··· Data supplied ···

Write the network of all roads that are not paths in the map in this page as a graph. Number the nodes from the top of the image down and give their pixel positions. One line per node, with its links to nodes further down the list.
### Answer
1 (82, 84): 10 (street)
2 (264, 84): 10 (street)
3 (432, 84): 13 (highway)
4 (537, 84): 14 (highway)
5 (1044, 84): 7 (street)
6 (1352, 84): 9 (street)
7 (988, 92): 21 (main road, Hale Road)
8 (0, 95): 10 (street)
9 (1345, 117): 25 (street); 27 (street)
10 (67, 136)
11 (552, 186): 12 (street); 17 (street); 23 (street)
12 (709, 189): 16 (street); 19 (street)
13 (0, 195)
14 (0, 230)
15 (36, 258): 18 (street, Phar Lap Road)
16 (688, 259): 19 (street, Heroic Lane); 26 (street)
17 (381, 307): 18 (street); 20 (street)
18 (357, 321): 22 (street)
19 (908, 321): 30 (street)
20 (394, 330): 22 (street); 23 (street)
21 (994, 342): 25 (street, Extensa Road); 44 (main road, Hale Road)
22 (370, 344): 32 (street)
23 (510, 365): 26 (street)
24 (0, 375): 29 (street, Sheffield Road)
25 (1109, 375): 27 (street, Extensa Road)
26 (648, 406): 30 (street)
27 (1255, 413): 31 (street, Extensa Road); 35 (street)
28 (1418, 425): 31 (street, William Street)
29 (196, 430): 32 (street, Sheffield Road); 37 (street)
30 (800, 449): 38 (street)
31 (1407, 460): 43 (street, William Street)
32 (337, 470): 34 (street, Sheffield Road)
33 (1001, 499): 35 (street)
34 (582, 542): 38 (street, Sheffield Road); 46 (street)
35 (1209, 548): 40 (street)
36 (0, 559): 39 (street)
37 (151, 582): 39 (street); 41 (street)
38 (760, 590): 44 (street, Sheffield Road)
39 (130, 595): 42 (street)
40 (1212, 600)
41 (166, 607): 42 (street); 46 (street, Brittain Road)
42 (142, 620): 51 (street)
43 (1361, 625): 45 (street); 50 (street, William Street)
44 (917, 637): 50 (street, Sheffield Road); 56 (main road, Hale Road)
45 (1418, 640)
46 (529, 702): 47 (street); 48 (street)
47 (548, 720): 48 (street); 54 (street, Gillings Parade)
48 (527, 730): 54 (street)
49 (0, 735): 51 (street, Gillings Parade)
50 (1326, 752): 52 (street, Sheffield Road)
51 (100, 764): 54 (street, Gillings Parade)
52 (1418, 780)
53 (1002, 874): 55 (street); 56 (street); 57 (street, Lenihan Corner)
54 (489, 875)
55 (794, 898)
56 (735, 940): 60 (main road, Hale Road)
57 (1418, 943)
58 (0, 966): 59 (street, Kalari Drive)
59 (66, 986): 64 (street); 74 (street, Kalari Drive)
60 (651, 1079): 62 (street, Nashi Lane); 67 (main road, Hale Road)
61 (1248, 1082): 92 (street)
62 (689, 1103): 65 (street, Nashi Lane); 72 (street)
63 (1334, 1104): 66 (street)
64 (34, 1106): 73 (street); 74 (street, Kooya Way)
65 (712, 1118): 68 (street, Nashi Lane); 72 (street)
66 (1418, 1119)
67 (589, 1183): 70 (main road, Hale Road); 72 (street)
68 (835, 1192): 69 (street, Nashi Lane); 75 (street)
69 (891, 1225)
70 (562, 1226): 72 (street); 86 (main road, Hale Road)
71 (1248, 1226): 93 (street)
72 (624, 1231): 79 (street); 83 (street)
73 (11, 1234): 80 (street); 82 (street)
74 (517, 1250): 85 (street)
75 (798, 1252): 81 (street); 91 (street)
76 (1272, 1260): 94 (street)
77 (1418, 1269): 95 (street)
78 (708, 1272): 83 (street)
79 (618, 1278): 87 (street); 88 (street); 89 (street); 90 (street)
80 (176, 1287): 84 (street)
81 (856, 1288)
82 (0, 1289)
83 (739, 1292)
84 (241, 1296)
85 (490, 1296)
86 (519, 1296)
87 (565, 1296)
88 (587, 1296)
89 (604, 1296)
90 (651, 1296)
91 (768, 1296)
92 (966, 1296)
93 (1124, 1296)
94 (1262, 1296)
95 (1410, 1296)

···

» How to complete this task
Show every line of the data in which the word "William" appears.

» Exercise solution
28 (1418, 425): 31 (street, William Street)
31 (1407, 460): 43 (street, William Street)
43 (1361, 625): 45 (street); 50 (street, William Street)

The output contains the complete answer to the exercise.